Slapp Happy - Sort Of [1972]

I have to tag in with one of my favorites from the Slapp Happy/Henry Cow combos. Sort Of is the unlikely nexus where Krautrock enjoins with soul (see Blue Flower). Love her or hate her, Dagmar Krause has some uniquely successful moments on this album. What could possibly go wrong with 4/6ths of Faust backing you?

Slapp it on.

Thursday, February 18, 2010

Slapp Happy and Henry Cow - Desperate Straights


I'm late on this train despite friends trying to get me to tune in for years. Now I get it. Better late than whatever!

______________

Allmusic: A surprising team up at the time of its release (1975), Desperate Straights is a surprisingly melodic album, light on the art school angst and heavy on the playfulness, which one would hardly expect from such determined socialists as these. But here it is: "Some Questions About Hats" sounds like a Kurt Weill outtake, "A Worm Is at Work" gallops along with a sweet tune. Dagmar Krause remains restrained and not given to flights of horrible fancy. "Strayed" is reminiscient of Kevin Ayers's brand of art rock, and most of the songs clock in under two minutes. But never fear: the album ends on the eight minute "Caucasian Lullaby," a minimal woodwind piece that suddenly bursts into one last jab of Krausian despair.
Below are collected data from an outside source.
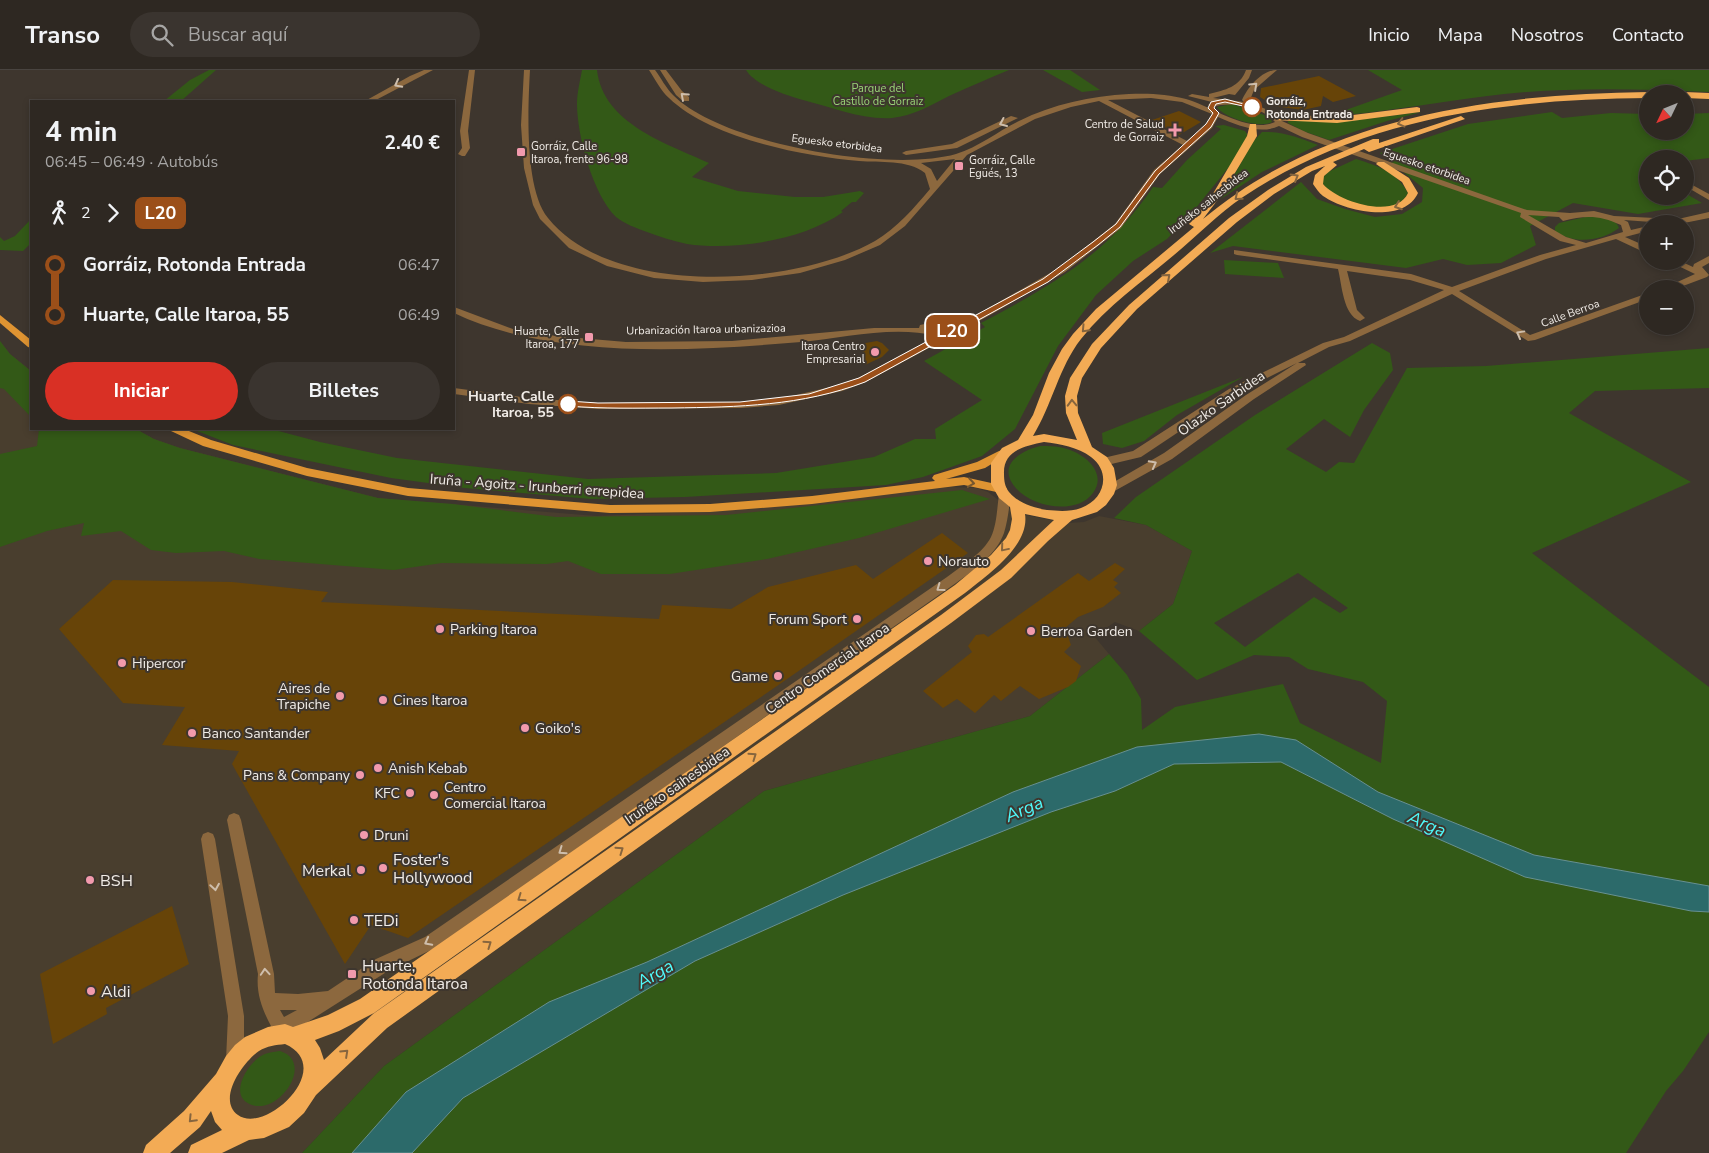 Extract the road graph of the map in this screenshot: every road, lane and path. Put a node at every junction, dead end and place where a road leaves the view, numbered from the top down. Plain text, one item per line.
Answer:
1 (430, 70) edge
2 (472, 70) edge
3 (527, 70) edge
4 (652, 70) edge
5 (663, 70) edge
6 (1249, 70) edge
7 (1274, 70) edge
8 (1238, 89) junction
9 (1187, 95) junction
10 (1639, 95) edge
11 (1639, 95) edge
12 (1694, 95) edge
13 (1709, 96) edge
14 (1100, 99) junction
15 (371, 100) edge
16 (1219, 101) junction
17 (1639, 103) edge
18 (1694, 103) edge
19 (1709, 103) edge
20 (1252, 107) junction
21 (1214, 112) junction
22 (1461, 119) junction
23 (1276, 120) junction
24 (1234, 121) junction
25 (1209, 126) junction
26 (1253, 126) junction
27 (1269, 128) junction
28 (455, 131) edge
29 (464, 131) junction
30 (1314, 139) junction
31 (1187, 144) junction
32 (931, 151) junction
33 (965, 153) junction
34 (462, 154) dead end
35 (949, 158) junction
36 (1367, 158) junction
37 (906, 160) junction
38 (924, 161) junction
39 (1381, 164) junction
40 (948, 170) junction
41 (930, 172) junction
42 (933, 188) junction
43 (1694, 189) edge
44 (1709, 198) edge
45 (1606, 214) junction
46 (1709, 215) edge
47 (1571, 216) junction
48 (1694, 218) edge
49 (1639, 220) edge
50 (1639, 230) edge
51 (1550, 232) junction
52 (1628, 233) junction
53 (1618, 237) junction
54 (1585, 245) junction
55 (1639, 247) edge
56 (1237, 252) dead end
57 (1542, 257) junction
58 (1709, 259) edge
59 (1342, 267) junction
60 (1694, 270) edge
61 (1706, 275) edge
62 (1692, 280) edge
63 (1452, 290) junction
64 (1120, 295) junction
65 (1639, 299) edge
66 (455, 310) edge
67 (986, 314) junction
68 (0, 318) edge
69 (1360, 318) dead end
70 (903, 331) junction
71 (944, 335) junction
72 (1347, 339) junction
73 (30, 344) edge
74 (918, 349) junction
75 (455, 391) edge
76 (177, 430) edge
77 (1024, 442) junction
78 (1087, 449) junction
79 (1002, 454) junction
80 (1103, 462) junction
81 (905, 488) junction
82 (1111, 489) junction
83 (1007, 496) junction
84 (1068, 516) junction
85 (234, 820) dead end
86 (208, 839) dead end
87 (338, 994) junction
88 (269, 1001) junction
89 (283, 1033) junction
90 (235, 1060) junction
91 (222, 1081) junction
92 (310, 1086) junction
93 (247, 1129) junction
94 (154, 1153) edge
95 (199, 1153) edge

1 -> 15 street
2 - 29 street
3 - 42 street
4 - 37 street, Eguesko etorbidea
32 -> 5 street, Eguesko etorbidea
6 - 8 street
20 -> 7 street
8 - 9 street
8 - 16 street
9 - 16 street, Eguesko etorbidea
9 -> 32 street, Eguesko etorbidea
10 - 23 highway
11 -> 64 highway, Iruñeko saihesbidea
12 - 13 highway
14 - 21 street, Eguesko etorbidea
14 - 31 street
14 - 33 street, Eguesko etorbidea
16 - 20 street, Eguesko etorbidea
16 - 21 street
17 - 22 highway
18 - 19 highway
20 - 23 street, Eguesko etorbidea
21 - 24 street, Eguesko etorbidea
21 - 25 street
39 -> 22 highway
78 -> 22 highway
23 - 27 street
23 - 30 street, Eguesko etorbidea
24 - 25 street
24 - 26 street, Eguesko etorbidea
25 - 31 street
26 - 27 street, Eguesko etorbidea
26 - 64 highway
27 - 30 street, Eguesko etorbidea
28 - 29 street
29 - 34 street
30 - 36 street, Eguesko etorbidea
31 - 67 street
32 - 35 street
32 - 38 street
33 - 35 street, Eguesko etorbidea
33 - 40 street
35 - 38 street, Eguesko etorbidea
35 - 40 street
36 - 39 street, Eguesko etorbidea
36 - 47 street, Eguesko etorbidea
37 - 38 street, Eguesko etorbidea
37 - 41 street
38 - 41 street
39 - 51 street, Eguesko etorbidea
40 - 42 street
41 - 42 street
43 - 44 street
45 - 47 street
45 - 49 street
45 - 52 street
46 - 48 street
47 - 51 street
50 - 52 street
51 - 54 street, Eguesko etorbidea
51 - 57 street
52 - 53 street, Olazko Sarbidea
53 - 54 street, Olazko Sarbidea
53 - 55 street
54 - 57 street, Olazko Sarbidea
56 - 59 street
57 - 63 street, Olazko Sarbidea
58 - 61 street
59 - 63 street
59 - 69 street
60 - 61 street
61 - 62 street
65 -> 63 street, Calle Berroa
63 - 72 street, Olazko Sarbidea
64 -> 77 highway, Iruñeko saihesbidea
66 - 70 street, Urbanización Itaroa urbanizazioa
67 - 70 street, Urbanización Itaroa urbanizazioa
67 - 71 street
68 - 73 main road
70 - 71 street, Urbanización Itaroa urbanizazioa
70 - 74 street
71 - 74 street
72 - 80 street, Olazko Sarbidea
82 -> 72 street, Olazko Sarbidea
74 - 75 street
76 - 81 main road, Iruña - Agoitz - Irunberri errepidea
77 - 78 highway
77 - 79 highway
78 - 80 highway
79 - 81 main road, Iruña - Agoitz - Irunberri errepidea
79 - 83 highway
80 - 82 highway
81 -> 83 main road, Iruña - Agoitz - Irunberri errepidea
82 - 84 highway
83 - 84 highway
83 -> 87 street, Centro Comercial Itaroa
83 -> 89 highway, Iruñeko saihesbidea
92 -> 84 highway, Iruñeko saihesbidea
88 -> 85 street
86 -> 90 street
87 - 88 street, Centro Comercial Itaroa
87 - 89 street, Centro Comercial Itaroa
88 - 89 street
89 - 90 highway
89 - 92 highway
90 - 91 highway
91 - 93 highway
91 -> 94 highway
92 - 93 highway
93 - 95 highway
Saturday, February 13, 2010

The Fugs - It Crawled Into My Hand, Honest


Late-era, electro freakout Fugs out of the Greenwich Village slime all charged and snarky.

_______________


Allmusic.com: Having attained a professional rock-band sound on Tenderness Junction, the Fugs seemed determined to further expand their arrangements (aided, perhaps, by a major-label budget) on It Crawled into My Hand, Honest. Indeed, the album is ridiculously eclectic. There's stoned psychedelic folk-rock ("Crystal Liaison"); cry-in-your-beer country music with vehemently satirical or surrealistic lyrics ("Ramses II Is Dead My Love," "Johnny Pissoff Meets the Red Angel"); grand, sweeping classical orchestration ("Burial Waltz"); a Gregorian chant about "Marijuana"; down-home gospel with lyrics that no preacher would dare enunciate ("Wide Wide River," with the line: "I've been swimming in this river of sh*t/More than 20 years and I'm getting tired of it"); and, almost buried along the way, the kind of tuneful, countercultural folk-rock Tuli Kupferberg contributed to earlier albums ("Life Is Strange"). Choral backup vocals abound, and the mere presence of a half-dozen outside arrangers testifies to how much the group's attitude toward exploiting the studio had developed since the bare-bones ESP albums. Generally, the songs (most written by the core trio of Sanders, Kupferberg, and Weaver) are more concerned with deft poetry and humor than political statements, although the customary social satire and calls for sexual freedom and drug use are present in diminishing degrees. Although side one is five discrete tracks, side two is a side-long cut-and-paste of tracks varying in length from three seconds to four minutes, the stylistic jump-cuts similar to those employed by the Mothers of Invention in the same era. It's an impressive and, usually, fun record, but it's also less-lyrically cogent and powerful than their early albums. One senses that the Fugs' personality and individuality were ultimately somewhat muted by the more ambitious production values and frequent use of external musicians and arrangers.


Sunday, February 7, 2010

Pandit Pran Nath - Ragas of Morning and Night

All Music Guide - Pandit Pran Nath was one of the leading exponents of the Kirana style of northern Indian singing, his influence extending far into the Western genres of jazz, contemporary classical and rock. Musicians from Don Cherry and Lee Konitz to La Monte Young and Terry Riley to David Byrne andBrian Eno studied with Pran Nath or paid him great respect. This recording contains two lengthy ragas, "Raga Todi" and "Raga Darbari," one for morning and one for evening. Pran Nath's exquisite control between microscopically fine degrees of pitch can be easily heard in the former. The first two thirds of the piece is performed slowly and delicately, each sinuous line being given careful weight and consideration. When, in the final few minutes, the pace quickens there is a startling sense of unfolding possibilities, almost an embarrassment of riches after the earlier rigor. The second raga follows a similar structure but the tonal center is entirely different; instead of the plaintive almost keening quality of the morning raga, we hear a calmer, more accepting feeling, as though the singer has graciously acceded to what has occurred that day. This time when the tempo picks up it's as if the singer has gotten a second wind late in the day and is suddenly full of joyous energy. The effect of Pran Nath's quivering lines and immensely complicated vocal arabesques is liberating enough. When he goes head to head with the tabla player for some intricate sparring, ones jaw tends to drop. Ragas of Morning and Night is a wonderful recording and would serve as a fine introduction both to this musician and to this particular style of singing as well.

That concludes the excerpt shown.